- [Dataset records]
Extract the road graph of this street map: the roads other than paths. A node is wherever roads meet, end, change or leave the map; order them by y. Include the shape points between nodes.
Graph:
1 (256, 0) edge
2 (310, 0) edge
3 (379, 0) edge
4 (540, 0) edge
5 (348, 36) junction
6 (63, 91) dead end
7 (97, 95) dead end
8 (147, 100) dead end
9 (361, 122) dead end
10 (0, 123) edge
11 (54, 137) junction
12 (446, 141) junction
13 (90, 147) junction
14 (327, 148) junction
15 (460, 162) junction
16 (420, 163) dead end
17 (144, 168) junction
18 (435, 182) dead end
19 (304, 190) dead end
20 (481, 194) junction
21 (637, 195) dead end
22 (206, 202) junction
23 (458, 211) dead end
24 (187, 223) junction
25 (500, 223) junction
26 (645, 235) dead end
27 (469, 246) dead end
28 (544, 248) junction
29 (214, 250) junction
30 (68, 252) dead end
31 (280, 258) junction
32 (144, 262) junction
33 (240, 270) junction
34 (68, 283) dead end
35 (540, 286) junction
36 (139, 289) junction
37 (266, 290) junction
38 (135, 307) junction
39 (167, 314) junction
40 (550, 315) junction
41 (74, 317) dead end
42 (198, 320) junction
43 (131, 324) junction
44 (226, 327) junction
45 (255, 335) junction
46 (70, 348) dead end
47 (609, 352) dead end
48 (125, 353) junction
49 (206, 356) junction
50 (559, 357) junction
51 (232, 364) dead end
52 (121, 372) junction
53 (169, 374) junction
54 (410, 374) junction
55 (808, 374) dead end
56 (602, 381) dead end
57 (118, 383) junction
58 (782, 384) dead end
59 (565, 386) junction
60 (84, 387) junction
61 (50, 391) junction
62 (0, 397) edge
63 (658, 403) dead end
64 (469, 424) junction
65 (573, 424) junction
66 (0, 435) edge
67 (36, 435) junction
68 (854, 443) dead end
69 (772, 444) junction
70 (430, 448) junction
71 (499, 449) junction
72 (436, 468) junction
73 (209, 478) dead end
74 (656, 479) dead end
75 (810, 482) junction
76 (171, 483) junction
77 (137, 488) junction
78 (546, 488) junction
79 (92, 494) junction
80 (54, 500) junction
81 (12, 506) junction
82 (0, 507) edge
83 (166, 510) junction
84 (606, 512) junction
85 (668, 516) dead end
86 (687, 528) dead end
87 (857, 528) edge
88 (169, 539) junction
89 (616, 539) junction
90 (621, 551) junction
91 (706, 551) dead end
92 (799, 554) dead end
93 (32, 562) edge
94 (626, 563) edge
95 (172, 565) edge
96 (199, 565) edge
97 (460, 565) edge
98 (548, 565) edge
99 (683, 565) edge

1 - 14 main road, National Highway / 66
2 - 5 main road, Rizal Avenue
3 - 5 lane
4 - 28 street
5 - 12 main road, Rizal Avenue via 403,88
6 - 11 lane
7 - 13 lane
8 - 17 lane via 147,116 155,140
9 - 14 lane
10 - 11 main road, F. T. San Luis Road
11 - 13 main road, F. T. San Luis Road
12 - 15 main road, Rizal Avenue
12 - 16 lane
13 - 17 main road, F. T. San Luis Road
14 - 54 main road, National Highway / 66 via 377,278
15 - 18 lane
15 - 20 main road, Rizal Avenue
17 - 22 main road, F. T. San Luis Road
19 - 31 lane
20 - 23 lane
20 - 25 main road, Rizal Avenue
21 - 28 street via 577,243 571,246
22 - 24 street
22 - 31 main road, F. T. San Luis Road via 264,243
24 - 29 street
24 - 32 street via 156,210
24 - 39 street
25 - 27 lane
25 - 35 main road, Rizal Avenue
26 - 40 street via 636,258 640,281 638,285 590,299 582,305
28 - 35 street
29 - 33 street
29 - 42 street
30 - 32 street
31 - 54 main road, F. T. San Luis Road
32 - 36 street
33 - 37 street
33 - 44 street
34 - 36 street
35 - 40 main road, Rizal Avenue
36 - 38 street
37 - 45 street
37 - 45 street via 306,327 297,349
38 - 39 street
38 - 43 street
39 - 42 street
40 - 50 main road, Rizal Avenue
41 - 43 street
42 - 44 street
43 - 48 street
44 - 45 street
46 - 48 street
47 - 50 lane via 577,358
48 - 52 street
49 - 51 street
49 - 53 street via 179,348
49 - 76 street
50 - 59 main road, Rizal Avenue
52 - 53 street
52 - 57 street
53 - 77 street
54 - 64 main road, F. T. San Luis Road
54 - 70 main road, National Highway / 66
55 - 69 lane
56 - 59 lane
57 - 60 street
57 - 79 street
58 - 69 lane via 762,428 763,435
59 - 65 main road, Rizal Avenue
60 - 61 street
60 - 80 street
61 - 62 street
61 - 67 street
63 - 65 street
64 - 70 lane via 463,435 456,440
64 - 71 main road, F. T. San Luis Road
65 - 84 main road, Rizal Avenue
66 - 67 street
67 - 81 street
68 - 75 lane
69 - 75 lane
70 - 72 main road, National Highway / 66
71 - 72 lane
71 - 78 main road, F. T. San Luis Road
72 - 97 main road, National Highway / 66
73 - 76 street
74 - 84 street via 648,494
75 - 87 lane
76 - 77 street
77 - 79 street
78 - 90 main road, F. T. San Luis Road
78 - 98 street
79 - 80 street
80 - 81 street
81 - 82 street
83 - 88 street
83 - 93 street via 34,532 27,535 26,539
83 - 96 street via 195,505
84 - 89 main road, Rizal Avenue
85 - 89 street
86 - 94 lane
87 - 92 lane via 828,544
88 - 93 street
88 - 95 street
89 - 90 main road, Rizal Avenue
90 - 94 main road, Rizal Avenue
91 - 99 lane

* * *

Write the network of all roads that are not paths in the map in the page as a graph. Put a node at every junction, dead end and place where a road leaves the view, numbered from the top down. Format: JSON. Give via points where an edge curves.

- [What is expected] Once you have found every line in the listing that holds the string "paths", copy each of them.

- [Exercise result]
Extract the road graph of this street map: the roads other than paths. A node is wherever roads meet, end, change or leave the map; order them by y. Include the shape points between nodes.
Write the network of all roads that are not paths in the map in the page as a graph. Put a node at every junction, dead end and place where a road leaves the view, numbered from the top down. Format: JSON. Give via points where an edge curves.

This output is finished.